Input Parameters and API Access
Now that we have a runnable notebook to train the screw classification model, we can tweak parameter values and then submit our notebook as a job via the PrimeHub Notebook Extension.
First, let's allow the editing of the
base_learning_rate input parameter. This will enable us to submit jobs with a different learning rate and compare model accuracy.
Click the Property Inspector button.
Click Add Tag and enter parameters as the tag name, then click the + icon to add the tag. Adding this tag allows us to override the
Set up an API Token
To submit the notebook as a job, we need to set up an API Token.
Click on the PrimeHub dropdown menu in the toolbar, then click API Token.
In the pop-up dialog, you will see the message
Visit here to access your API token. Click the here link in the pop-up dialogue, and the PrimeHub API Token page will open in a new tab.
On the API Token page, click the Request API Token button.
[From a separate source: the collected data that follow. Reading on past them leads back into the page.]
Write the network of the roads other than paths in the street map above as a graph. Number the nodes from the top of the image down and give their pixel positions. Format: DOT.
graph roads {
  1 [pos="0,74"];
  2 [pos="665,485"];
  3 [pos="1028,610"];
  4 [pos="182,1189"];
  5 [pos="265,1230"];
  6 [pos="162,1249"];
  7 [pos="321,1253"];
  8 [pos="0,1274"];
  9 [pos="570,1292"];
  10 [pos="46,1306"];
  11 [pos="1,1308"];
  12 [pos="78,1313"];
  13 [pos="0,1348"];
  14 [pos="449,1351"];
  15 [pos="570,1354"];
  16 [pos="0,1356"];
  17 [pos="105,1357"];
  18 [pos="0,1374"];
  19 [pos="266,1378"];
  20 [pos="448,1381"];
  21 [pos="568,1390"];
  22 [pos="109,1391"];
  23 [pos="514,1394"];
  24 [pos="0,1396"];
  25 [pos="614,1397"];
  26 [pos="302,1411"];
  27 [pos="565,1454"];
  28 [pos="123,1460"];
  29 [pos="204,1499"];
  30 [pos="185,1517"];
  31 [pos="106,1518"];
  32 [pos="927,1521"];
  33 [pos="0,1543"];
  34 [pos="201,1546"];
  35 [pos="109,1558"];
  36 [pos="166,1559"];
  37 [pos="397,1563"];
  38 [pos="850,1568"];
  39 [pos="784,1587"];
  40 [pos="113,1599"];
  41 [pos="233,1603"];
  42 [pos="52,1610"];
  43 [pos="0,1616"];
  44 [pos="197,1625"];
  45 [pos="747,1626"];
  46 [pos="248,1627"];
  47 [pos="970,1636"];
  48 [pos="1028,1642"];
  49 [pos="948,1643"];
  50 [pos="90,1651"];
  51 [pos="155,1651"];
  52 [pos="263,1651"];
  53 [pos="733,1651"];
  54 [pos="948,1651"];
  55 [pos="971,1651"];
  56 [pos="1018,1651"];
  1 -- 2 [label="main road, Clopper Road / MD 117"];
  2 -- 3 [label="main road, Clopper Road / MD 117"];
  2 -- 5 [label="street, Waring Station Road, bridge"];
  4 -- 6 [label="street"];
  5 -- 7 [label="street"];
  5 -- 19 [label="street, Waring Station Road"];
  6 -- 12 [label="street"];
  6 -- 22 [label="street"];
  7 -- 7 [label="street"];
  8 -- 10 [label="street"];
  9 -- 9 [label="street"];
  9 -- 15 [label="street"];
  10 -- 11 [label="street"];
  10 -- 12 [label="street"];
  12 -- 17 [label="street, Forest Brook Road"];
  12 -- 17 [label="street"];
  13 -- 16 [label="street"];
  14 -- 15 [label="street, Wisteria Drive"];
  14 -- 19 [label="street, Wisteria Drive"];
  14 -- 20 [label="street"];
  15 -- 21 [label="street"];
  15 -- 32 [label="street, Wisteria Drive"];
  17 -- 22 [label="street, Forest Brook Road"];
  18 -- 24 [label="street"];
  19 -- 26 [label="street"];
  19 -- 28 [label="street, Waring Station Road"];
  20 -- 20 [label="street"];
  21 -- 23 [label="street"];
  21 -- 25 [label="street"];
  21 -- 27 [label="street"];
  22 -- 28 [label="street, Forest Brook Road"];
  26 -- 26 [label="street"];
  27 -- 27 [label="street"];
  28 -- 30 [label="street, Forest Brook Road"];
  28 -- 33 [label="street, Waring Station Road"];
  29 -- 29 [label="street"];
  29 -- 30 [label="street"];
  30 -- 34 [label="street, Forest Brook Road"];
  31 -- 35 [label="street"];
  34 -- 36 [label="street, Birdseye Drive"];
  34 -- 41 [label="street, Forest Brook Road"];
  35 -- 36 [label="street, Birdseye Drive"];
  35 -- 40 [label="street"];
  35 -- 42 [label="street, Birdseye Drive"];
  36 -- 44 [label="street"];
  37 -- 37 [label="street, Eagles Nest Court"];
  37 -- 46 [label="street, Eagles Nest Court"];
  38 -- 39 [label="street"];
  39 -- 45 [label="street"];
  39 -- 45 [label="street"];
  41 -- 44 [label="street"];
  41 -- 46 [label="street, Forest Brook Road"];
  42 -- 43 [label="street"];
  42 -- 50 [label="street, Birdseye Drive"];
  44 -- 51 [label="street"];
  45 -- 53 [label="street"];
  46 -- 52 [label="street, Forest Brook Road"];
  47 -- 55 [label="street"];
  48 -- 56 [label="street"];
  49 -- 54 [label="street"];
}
Click the Copy button to copy the API token to your clipboard.
Go back to your notebook, paste the API token into the text field, and click OK.
Submit Notebook Jobs
With API access now configured, we can submit notebook jobs.
Click the PrimeHub dropdown in the toolbar again, but this time click Submit Notebook as Job.
In the pop-up dialog, we can adjust the following settings:
|Instance Type||Adjust computational resources||CPU 2|
|Image||Notebook environment||Tensorflow 2.5 with PrimeHub extension|
|Job Name||The job of name||tf-screw-training-lr-0.05|
|Notebook Parameters||The parameters we can modify without changing the Notebook value.||base_learning_rate = 0.05|
After you Submit the Job, you can see the following message.
You can click
view your job details here to get the job information.